━━━ THE DATA
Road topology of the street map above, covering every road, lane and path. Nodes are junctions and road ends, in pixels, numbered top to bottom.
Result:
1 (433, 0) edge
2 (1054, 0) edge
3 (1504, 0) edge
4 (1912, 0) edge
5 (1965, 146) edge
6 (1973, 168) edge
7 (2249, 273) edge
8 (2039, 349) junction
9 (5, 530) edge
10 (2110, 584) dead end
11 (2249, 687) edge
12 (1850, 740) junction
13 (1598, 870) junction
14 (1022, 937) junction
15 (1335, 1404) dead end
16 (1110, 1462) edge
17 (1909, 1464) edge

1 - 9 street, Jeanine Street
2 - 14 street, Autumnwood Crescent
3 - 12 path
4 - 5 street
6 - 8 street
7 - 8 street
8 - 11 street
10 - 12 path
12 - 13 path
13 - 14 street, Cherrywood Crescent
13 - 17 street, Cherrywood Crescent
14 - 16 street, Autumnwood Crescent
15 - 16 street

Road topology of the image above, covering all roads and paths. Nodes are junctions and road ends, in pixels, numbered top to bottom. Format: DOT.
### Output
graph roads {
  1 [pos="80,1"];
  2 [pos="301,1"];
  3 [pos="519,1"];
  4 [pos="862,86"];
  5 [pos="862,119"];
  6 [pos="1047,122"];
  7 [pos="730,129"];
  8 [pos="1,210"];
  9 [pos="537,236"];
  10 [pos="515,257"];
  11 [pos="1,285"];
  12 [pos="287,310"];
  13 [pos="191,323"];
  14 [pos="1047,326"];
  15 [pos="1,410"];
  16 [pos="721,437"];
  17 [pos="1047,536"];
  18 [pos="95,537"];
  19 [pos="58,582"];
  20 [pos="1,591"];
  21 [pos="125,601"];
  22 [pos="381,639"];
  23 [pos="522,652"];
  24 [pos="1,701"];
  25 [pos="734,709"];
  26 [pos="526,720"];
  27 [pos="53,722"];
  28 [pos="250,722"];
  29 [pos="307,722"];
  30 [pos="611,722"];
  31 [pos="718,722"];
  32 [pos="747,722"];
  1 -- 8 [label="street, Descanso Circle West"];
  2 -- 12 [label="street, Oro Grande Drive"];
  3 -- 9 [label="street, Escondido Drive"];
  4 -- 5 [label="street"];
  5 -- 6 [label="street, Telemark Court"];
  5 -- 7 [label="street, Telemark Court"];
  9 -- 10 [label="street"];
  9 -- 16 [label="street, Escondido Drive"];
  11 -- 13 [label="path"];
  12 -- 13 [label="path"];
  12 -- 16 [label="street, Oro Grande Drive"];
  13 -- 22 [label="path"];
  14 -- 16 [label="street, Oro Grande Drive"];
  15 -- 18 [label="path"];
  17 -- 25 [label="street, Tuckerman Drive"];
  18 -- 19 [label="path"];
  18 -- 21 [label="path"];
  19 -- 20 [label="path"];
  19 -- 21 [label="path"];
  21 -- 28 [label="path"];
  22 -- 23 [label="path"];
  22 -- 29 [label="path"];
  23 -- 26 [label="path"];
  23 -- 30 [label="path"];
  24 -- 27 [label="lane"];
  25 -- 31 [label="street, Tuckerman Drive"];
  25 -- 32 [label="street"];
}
━━━━━━
PROBLEM STATEMENT |
Your job is to give the listing again exactly as it was written.

ANSWER FOR THIS EXERCISE |
Road topology of the street map above, covering every road, lane and path. Nodes are junctions and road ends, in pixels, numbered top to bottom.
Result:
1 (433, 0) edge
2 (1054, 0) edge
3 (1504, 0) edge
4 (1912, 0) edge
5 (1965, 146) edge
6 (1973, 168) edge
7 (2249, 273) edge
8 (2039, 349) junction
9 (5, 530) edge
10 (2110, 584) dead end
11 (2249, 687) edge
12 (1850, 740) junction
13 (1598, 870) junction
14 (1022, 937) junction
15 (1335, 1404) dead end
16 (1110, 1462) edge
17 (1909, 1464) edge

1 - 9 street, Jeanine Street
2 - 14 street, Autumnwood Crescent
3 - 12 path
4 - 5 street
6 - 8 street
7 - 8 street
8 - 11 street
10 - 12 path
12 - 13 path
13 - 14 street, Cherrywood Crescent
13 - 17 street, Cherrywood Crescent
14 - 16 street, Autumnwood Crescent
15 - 16 street

Road topology of the image above, covering all roads and paths. Nodes are junctions and road ends, in pixels, numbered top to bottom. Format: DOT.
### Output
graph roads {
  1 [pos="80,1"];
  2 [pos="301,1"];
  3 [pos="519,1"];
  4 [pos="862,86"];
  5 [pos="862,119"];
  6 [pos="1047,122"];
  7 [pos="730,129"];
  8 [pos="1,210"];
  9 [pos="537,236"];
  10 [pos="515,257"];
  11 [pos="1,285"];
  12 [pos="287,310"];
  13 [pos="191,323"];
  14 [pos="1047,326"];
  15 [pos="1,410"];
  16 [pos="721,437"];
  17 [pos="1047,536"];
  18 [pos="95,537"];
  19 [pos="58,582"];
  20 [pos="1,591"];
  21 [pos="125,601"];
  22 [pos="381,639"];
  23 [pos="522,652"];
  24 [pos="1,701"];
  25 [pos="734,709"];
  26 [pos="526,720"];
  27 [pos="53,722"];
  28 [pos="250,722"];
  29 [pos="307,722"];
  30 [pos="611,722"];
  31 [pos="718,722"];
  32 [pos="747,722"];
  1 -- 8 [label="street, Descanso Circle West"];
  2 -- 12 [label="street, Oro Grande Drive"];
  3 -- 9 [label="street, Escondido Drive"];
  4 -- 5 [label="street"];
  5 -- 6 [label="street, Telemark Court"];
  5 -- 7 [label="street, Telemark Court"];
  9 -- 10 [label="street"];
  9 -- 16 [label="street, Escondido Drive"];
  11 -- 13 [label="path"];
  12 -- 13 [label="path"];
  12 -- 16 [label="street, Oro Grande Drive"];
  13 -- 22 [label="path"];
  14 -- 16 [label="street, Oro Grande Drive"];
  15 -- 18 [label="path"];
  17 -- 25 [label="street, Tuckerman Drive"];
  18 -- 19 [label="path"];
  18 -- 21 [label="path"];
  19 -- 20 [label="path"];
  19 -- 21 [label="path"];
  21 -- 28 [label="path"];
  22 -- 23 [label="path"];
  22 -- 29 [label="path"];
  23 -- 26 [label="path"];
  23 -- 30 [label="path"];
  24 -- 27 [label="lane"];
  25 -- 31 [label="street, Tuckerman Drive"];
  25 -- 32 [label="street"];
}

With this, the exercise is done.